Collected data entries
=== Section Start ===

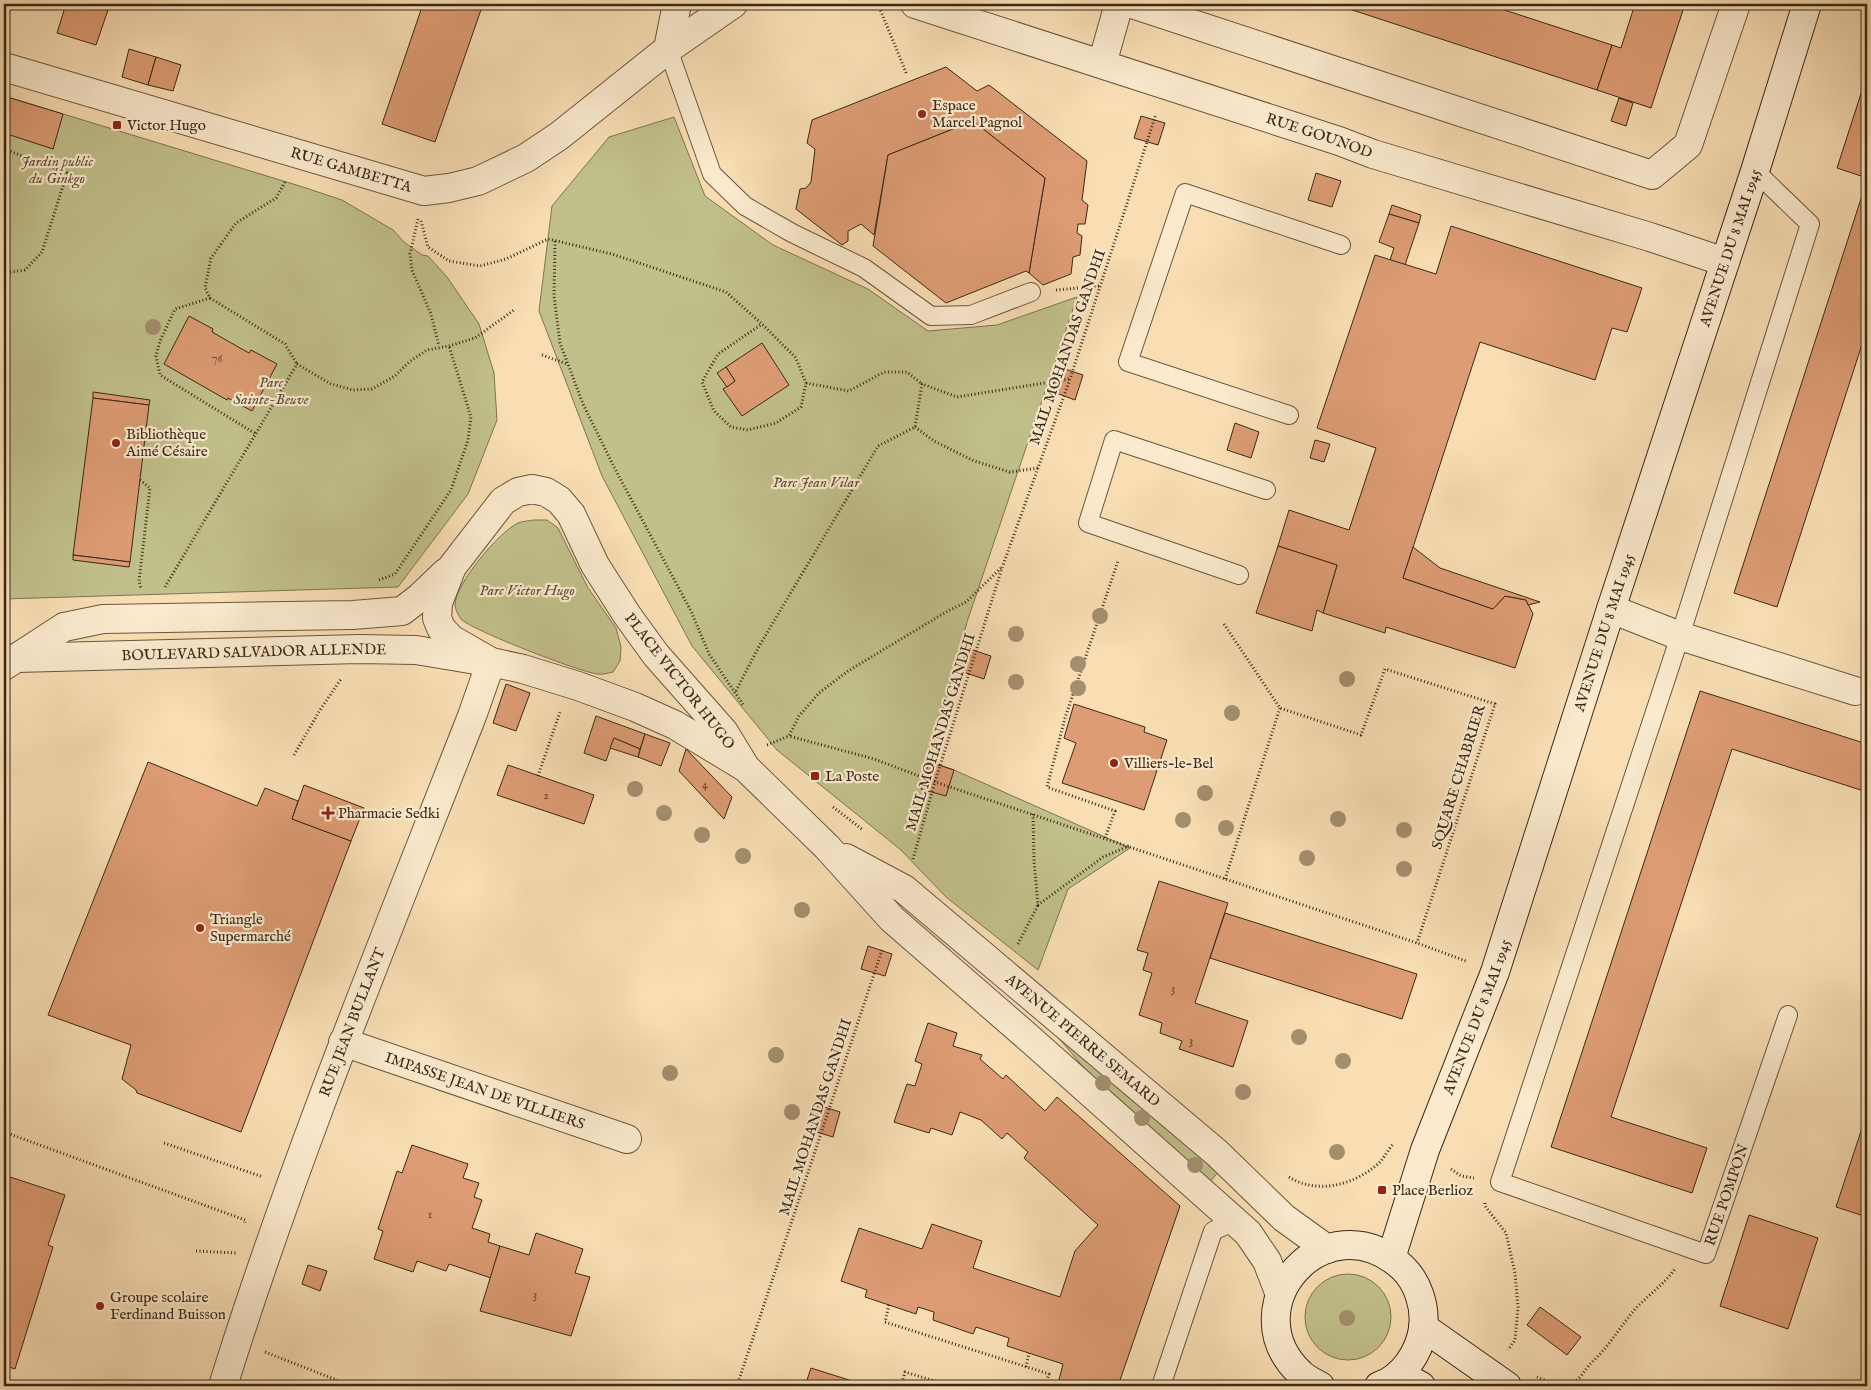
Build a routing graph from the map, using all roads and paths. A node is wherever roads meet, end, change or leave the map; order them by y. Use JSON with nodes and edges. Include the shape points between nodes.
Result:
{"nodes":[{"id":1,"x":677,"y":4,"type":"edge"},
{"id":2,"x":733,"y":4,"type":"edge"},
{"id":3,"x":878,"y":4,"type":"edge"},
{"id":4,"x":916,"y":4,"type":"edge"},
{"id":5,"x":1119,"y":4,"type":"edge"},
{"id":6,"x":1132,"y":4,"type":"edge"},
{"id":7,"x":1736,"y":4,"type":"edge"},
{"id":8,"x":1807,"y":4,"type":"edge"},
{"id":9,"x":668,"y":49,"type":"junction"},
{"id":10,"x":1102,"y":64,"type":"junction"},
{"id":11,"x":4,"y":67,"type":"edge"},
{"id":12,"x":907,"y":75,"type":"dead end"},
{"id":13,"x":1166,"y":85,"type":"junction"},
{"id":14,"x":4,"y":149,"type":"edge"},
{"id":15,"x":299,"y":154,"type":"junction"},
{"id":16,"x":1755,"y":171,"type":"junction"},
{"id":17,"x":555,"y":241,"type":"junction"},
{"id":18,"x":1341,"y":244,"type":"dead end"},
{"id":19,"x":1725,"y":262,"type":"junction"},
{"id":20,"x":4,"y":273,"type":"edge"},
{"id":21,"x":1100,"y":286,"type":"junction"},
{"id":22,"x":1030,"y":292,"type":"joint"},
{"id":23,"x":210,"y":298,"type":"junction"},
{"id":24,"x":514,"y":310,"type":"dead end"},
{"id":25,"x":762,"y":324,"type":"junction"},
{"id":26,"x":439,"y":346,"type":"junction"},
{"id":27,"x":449,"y":346,"type":"junction"},
{"id":28,"x":542,"y":355,"type":"dead end"},
{"id":29,"x":297,"y":364,"type":"junction"},
{"id":30,"x":568,"y":364,"type":"junction"},
{"id":31,"x":1070,"y":379,"type":"junction"},
{"id":32,"x":806,"y":383,"type":"junction"},
{"id":33,"x":922,"y":384,"type":"junction"},
{"id":34,"x":1289,"y":415,"type":"dead end"},
{"id":35,"x":915,"y":427,"type":"junction"},
{"id":36,"x":256,"y":434,"type":"junction"},
{"id":37,"x":1038,"y":468,"type":"junction"},
{"id":38,"x":140,"y":480,"type":"dead end"},
{"id":39,"x":1266,"y":490,"type":"dead end"},
{"id":40,"x":1127,"y":537,"type":"junction"},
{"id":41,"x":452,"y":567,"type":"junction"},
{"id":42,"x":1002,"y":568,"type":"junction"},
{"id":43,"x":1240,"y":575,"type":"dead end"},
{"id":44,"x":376,"y":581,"type":"dead end"},
{"id":45,"x":1611,"y":609,"type":"junction"},
{"id":46,"x":148,"y":618,"type":"junction"},
{"id":47,"x":1224,"y":624,"type":"dead end"},
{"id":48,"x":1680,"y":636,"type":"junction"},
{"id":49,"x":350,"y":649,"type":"junction"},
{"id":50,"x":8,"y":658,"type":"edge"},
{"id":51,"x":491,"y":662,"type":"junction"},
{"id":52,"x":569,"y":683,"type":"junction"},
{"id":53,"x":736,"y":691,"type":"junction"},
{"id":54,"x":1855,"y":691,"type":"dead end"},
{"id":55,"x":745,"y":706,"type":"dead end"},
{"id":56,"x":1280,"y":708,"type":"junction"},
{"id":57,"x":789,"y":736,"type":"junction"},
{"id":58,"x":762,"y":737,"type":"dead end"},
{"id":59,"x":767,"y":745,"type":"junction"},
{"id":60,"x":772,"y":752,"type":"dead end"},
{"id":61,"x":294,"y":755,"type":"dead end"},
{"id":62,"x":746,"y":768,"type":"junction"},
{"id":63,"x":538,"y":776,"type":"dead end"},
{"id":64,"x":935,"y":782,"type":"junction"},
{"id":65,"x":827,"y":802,"type":"dead end"},
{"id":66,"x":1033,"y":814,"type":"junction"},
{"id":67,"x":865,"y":832,"type":"dead end"},
{"id":68,"x":1105,"y":838,"type":"junction"},
{"id":69,"x":1130,"y":846,"type":"junction"},
{"id":70,"x":827,"y":847,"type":"junction"},
{"id":71,"x":1225,"y":879,"type":"junction"},
{"id":72,"x":904,"y":889,"type":"junction"},
{"id":73,"x":892,"y":919,"type":"junction"},
{"id":74,"x":1417,"y":943,"type":"junction"},
{"id":75,"x":1495,"y":972,"type":"junction"},
{"id":76,"x":1788,"y":1015,"type":"dead end"},
{"id":77,"x":343,"y":1042,"type":"junction"},
{"id":78,"x":4,"y":1132,"type":"edge"},
{"id":79,"x":627,"y":1139,"type":"dead end"},
{"id":80,"x":164,"y":1143,"type":"dead end"},
{"id":81,"x":1425,"y":1150,"type":"junction"},
{"id":82,"x":1494,"y":1181,"type":"junction"},
{"id":83,"x":291,"y":1187,"type":"junction"},
{"id":84,"x":1256,"y":1190,"type":"junction"},
{"id":85,"x":1235,"y":1221,"type":"junction"},
{"id":86,"x":1690,"y":1248,"type":"junction"},
{"id":87,"x":1327,"y":1249,"type":"junction"},
{"id":88,"x":196,"y":1251,"type":"dead end"},
{"id":89,"x":258,"y":1253,"type":"junction"},
{"id":90,"x":1391,"y":1258,"type":"junction"},
{"id":91,"x":1280,"y":1295,"type":"junction"},
{"id":92,"x":889,"y":1305,"type":"dead end"},
{"id":93,"x":1424,"y":1327,"type":"junction"},
{"id":94,"x":237,"y":1340,"type":"junction"},
{"id":95,"x":1507,"y":1352,"type":"dead end"},
{"id":96,"x":1029,"y":1353,"type":"dead end"},
{"id":97,"x":1026,"y":1366,"type":"junction"},
{"id":98,"x":1530,"y":1371,"type":"dead end"},
{"id":99,"x":1307,"y":1382,"type":"edge"},
{"id":100,"x":1393,"y":1383,"type":"edge"},
{"id":101,"x":1570,"y":1385,"type":"edge"},
{"id":102,"x":222,"y":1386,"type":"edge"},
{"id":103,"x":352,"y":1386,"type":"edge"},
{"id":104,"x":737,"y":1386,"type":"edge"},
{"id":105,"x":901,"y":1386,"type":"edge"},
{"id":106,"x":952,"y":1386,"type":"edge"},
{"id":107,"x":1045,"y":1386,"type":"edge"},
{"id":108,"x":1161,"y":1386,"type":"edge"},
{"id":109,"x":1507,"y":1386,"type":"edge"}],
"edges":[{"from":1,"to":9,"type":"street"},
{"from":2,"to":9,"type":"street","name":"RUE GAMBETTA"},
{"from":3,"to":12,"type":"path"},
{"from":4,"to":10,"type":"street","name":"RUE GOUNOD"},
{"from":5,"to":10,"type":"street"},
{"from":6,"to":7,"type":"street","via":[[1652,175],[1688,145]]},
{"from":8,"to":16,"type":"street","name":"AVENUE DU 8 MAI 1945"},
{"from":9,"to":15,"type":"street","name":"RUE GAMBETTA","via":[[559,136],[526,158],[478,181],[424,191]]},
{"from":9,"to":22,"type":"lane","via":[[712,174],[744,206],[864,268],[931,316],[971,315]]},
{"from":10,"to":13,"type":"street","name":"RUE GOUNOD"},
{"from":11,"to":15,"type":"street","name":"RUE GAMBETTA"},
{"from":13,"to":19,"type":"street","name":"RUE GOUNOD","via":[[1373,154]]},
{"from":13,"to":21,"type":"path","name":"MAIL MOHANDAS GANDHI"},
{"from":14,"to":20,"type":"path","via":[[67,173],[42,252],[25,270]]},
{"from":15,"to":23,"type":"path","via":[[276,198],[236,223],[211,258],[205,288]]},
{"from":16,"to":19,"type":"street","name":"AVENUE DU 8 MAI 1945"},
{"from":16,"to":48,"type":"lane","via":[[1810,224]]},
{"from":17,"to":25,"type":"path","via":[[612,254],[726,292]]},
{"from":17,"to":26,"type":"path","via":[[548,239],[506,259],[480,266],[449,261],[428,247],[420,212],[410,254],[412,270],[432,314]]},
{"from":17,"to":30,"type":"path","via":[[554,296],[560,343]]},
{"from":18,"to":34,"type":"lane","via":[[1185,193],[1128,362]]},
{"from":19,"to":45,"type":"street","name":"AVENUE DU 8 MAI 1945"},
{"from":21,"to":22,"type":"path"},
{"from":21,"to":31,"type":"path","name":"MAIL MOHANDAS GANDHI"},
{"from":23,"to":29,"type":"path","via":[[285,344]]},
{"from":23,"to":36,"type":"path","via":[[175,309],[156,356],[160,375]]},
{"from":24,"to":27,"type":"path","via":[[475,338]]},
{"from":25,"to":32,"type":"path","via":[[796,358]]},
{"from":25,"to":32,"type":"path","via":[[718,354],[702,382],[714,412],[731,427],[748,430],[776,423],[801,407]]},
{"from":26,"to":27,"type":"path"},
{"from":26,"to":29,"type":"path","via":[[427,350],[395,376],[372,389],[353,390],[331,384]]},
{"from":27,"to":44,"type":"path","via":[[471,417],[468,440],[451,490],[395,574]]},
{"from":28,"to":30,"type":"path"},
{"from":29,"to":36,"type":"path"},
{"from":30,"to":53,"type":"path","via":[[587,413],[691,612],[709,654]]},
{"from":31,"to":33,"type":"path","via":[[957,397]]},
{"from":31,"to":37,"type":"path","name":"MAIL MOHANDAS GANDHI"},
{"from":32,"to":33,"type":"path","via":[[849,391],[884,372],[907,372]]},
{"from":33,"to":35,"type":"path"},
{"from":35,"to":37,"type":"path","via":[[934,441],[974,461],[1010,472]]},
{"from":35,"to":53,"type":"path","via":[[878,446]]},
{"from":36,"to":46,"type":"path"},
{"from":37,"to":42,"type":"path","name":"MAIL MOHANDAS GANDHI"},
{"from":38,"to":46,"type":"path","via":[[150,488],[139,581]]},
{"from":39,"to":40,"type":"lane","via":[[1114,440],[1088,523]]},
{"from":40,"to":43,"type":"lane"},
{"from":40,"to":68,"type":"path","via":[[1065,718],[1047,786],[1115,811]]},
{"from":41,"to":46,"type":"street","name":"BOULEVARD SALVADOR ALLENDE","via":[[402,612]]},
{"from":41,"to":51,"type":"street","name":"PLACE VICTOR HUGO","via":[[438,603],[437,618],[441,628],[451,639]]},
{"from":41,"to":62,"type":"street","name":"PLACE VICTOR HUGO","via":[[504,502],[518,492],[532,489],[560,500],[571,514],[626,615],[656,655],[724,732]]},
{"from":42,"to":57,"type":"path","via":[[966,602],[848,670],[819,693]]},
{"from":42,"to":64,"type":"path","name":"MAIL MOHANDAS GANDHI"},
{"from":45,"to":48,"type":"street"},
{"from":45,"to":75,"type":"street","name":"AVENUE DU 8 MAI 1945"},
{"from":46,"to":50,"type":"street","name":"BOULEVARD SALVADOR ALLENDE","via":[[103,619],[64,627]]},
{"from":47,"to":56,"type":"path"},
{"from":48,"to":54,"type":"street"},
{"from":48,"to":82,"type":"lane"},
{"from":49,"to":50,"type":"street","name":"BOULEVARD SALVADOR ALLENDE"},
{"from":49,"to":51,"type":"street","name":"BOULEVARD SALVADOR ALLENDE","via":[[416,650]]},
{"from":49,"to":61,"type":"path","via":[[346,672]]},
{"from":51,"to":52,"type":"street","name":"PLACE VICTOR HUGO"},
{"from":51,"to":77,"type":"street","name":"RUE JEAN BULLANT"},
{"from":52,"to":62,"type":"street","name":"PLACE VICTOR HUGO","via":[[675,725]]},
{"from":52,"to":63,"type":"path"},
{"from":53,"to":55,"type":"path"},
{"from":56,"to":71,"type":"path"},
{"from":56,"to":74,"type":"path","name":"SQUARE CHABRIER","via":[[1361,735],[1385,669],[1495,704]]},
{"from":57,"to":59,"type":"path"},
{"from":57,"to":64,"type":"path","via":[[874,760]]},
{"from":58,"to":59,"type":"path"},
{"from":59,"to":60,"type":"path"},
{"from":62,"to":70,"type":"street","name":"AVENUE PIERRE SEMARD"},
{"from":64,"to":66,"type":"path"},
{"from":64,"to":72,"type":"path","name":"MAIL MOHANDAS GANDHI"},
{"from":65,"to":67,"type":"path"},
{"from":66,"to":68,"type":"path"},
{"from":66,"to":69,"type":"path","via":[[1038,905],[1103,857]]},
{"from":68,"to":69,"type":"path"},
{"from":69,"to":71,"type":"path"},
{"from":70,"to":72,"type":"street","name":"AVENUE PIERRE SEMARD"},
{"from":70,"to":73,"type":"street","name":"AVENUE PIERRE SEMARD"},
{"from":71,"to":74,"type":"path"},
{"from":72,"to":84,"type":"street","name":"AVENUE PIERRE SEMARD","via":[[1217,1153]]},
{"from":73,"to":85,"type":"street","name":"AVENUE PIERRE SEMARD"},
{"from":73,"to":104,"type":"path","name":"MAIL MOHANDAS GANDHI"},
{"from":74,"to":75,"type":"path"},
{"from":75,"to":81,"type":"street","name":"AVENUE DU 8 MAI 1945"},
{"from":76,"to":86,"type":"lane","name":"RUE POMPON","via":[[1706,1254]]},
{"from":77,"to":79,"type":"street","name":"IMPASSE JEAN DE VILLIERS"},
{"from":77,"to":83,"type":"street","name":"RUE JEAN BULLANT"},
{"from":78,"to":89,"type":"path","via":[[245,1220]]},
{"from":80,"to":83,"type":"path"},
{"from":81,"to":82,"type":"path","via":[[1461,1176]]},
{"from":81,"to":84,"type":"path","via":[[1395,1142],[1379,1163],[1355,1179],[1326,1187],[1298,1183],[1278,1170]]},
{"from":81,"to":90,"type":"street","name":"AVENUE DU 8 MAI 1945"},
{"from":82,"to":86,"type":"lane","name":"RUE POMPON"},
{"from":82,"to":95,"type":"path","via":[[1485,1206],[1506,1233],[1516,1273],[1516,1340]]},
{"from":83,"to":89,"type":"street","name":"RUE JEAN BULLANT"},
{"from":84,"to":87,"type":"street","name":"AVENUE PIERRE SEMARD","via":[[1284,1218]]},
{"from":85,"to":91,"type":"street","name":"AVENUE PIERRE SEMARD","via":[[1248,1233],[1267,1261]]},
{"from":85,"to":108,"type":"lane","via":[[1213,1231]]},
{"from":86,"to":101,"type":"path","via":[[1666,1281],[1637,1308],[1602,1353]]},
{"from":87,"to":90,"type":"street","via":[[1349,1245],[1371,1248]]},
{"from":87,"to":91,"type":"street","via":[[1311,1255],[1298,1266]]},
{"from":88,"to":89,"type":"path"},
{"from":89,"to":94,"type":"street","name":"RUE JEAN BULLANT"},
{"from":90,"to":93,"type":"street","via":[[1406,1271],[1417,1288],[1423,1307]]},
{"from":91,"to":99,"type":"street","via":[[1277,1330],[1290,1362]]},
{"from":92,"to":97,"type":"path","via":[[885,1322]]},
{"from":93,"to":100,"type":"street","via":[[1414,1357]]},
{"from":93,"to":109,"type":"street"},
{"from":94,"to":102,"type":"street","name":"RUE JEAN BULLANT"},
{"from":94,"to":103,"type":"path"},
{"from":96,"to":97,"type":"path"},
{"from":97,"to":107,"type":"path","via":[[1049,1374]]},
{"from":98,"to":101,"type":"path","via":[[1537,1378]]},
{"from":105,"to":106,"type":"path","via":[[905,1372]]}]}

=== Section End ===

Task prompt:
Whenever a line in the records contains the word "MAIL", copy that line.

Result:
{"from":13,"to":21,"type":"path","name":"MAIL MOHANDAS GANDHI"},
{"from":21,"to":31,"type":"path","name":"MAIL MOHANDAS GANDHI"},
{"from":31,"to":37,"type":"path","name":"MAIL MOHANDAS GANDHI"},
{"from":37,"to":42,"type":"path","name":"MAIL MOHANDAS GANDHI"},
{"from":42,"to":64,"type":"path","name":"MAIL MOHANDAS GANDHI"},
{"from":64,"to":72,"type":"path","name":"MAIL MOHANDAS GANDHI"},
{"from":73,"to":104,"type":"path","name":"MAIL MOHANDAS GANDHI"},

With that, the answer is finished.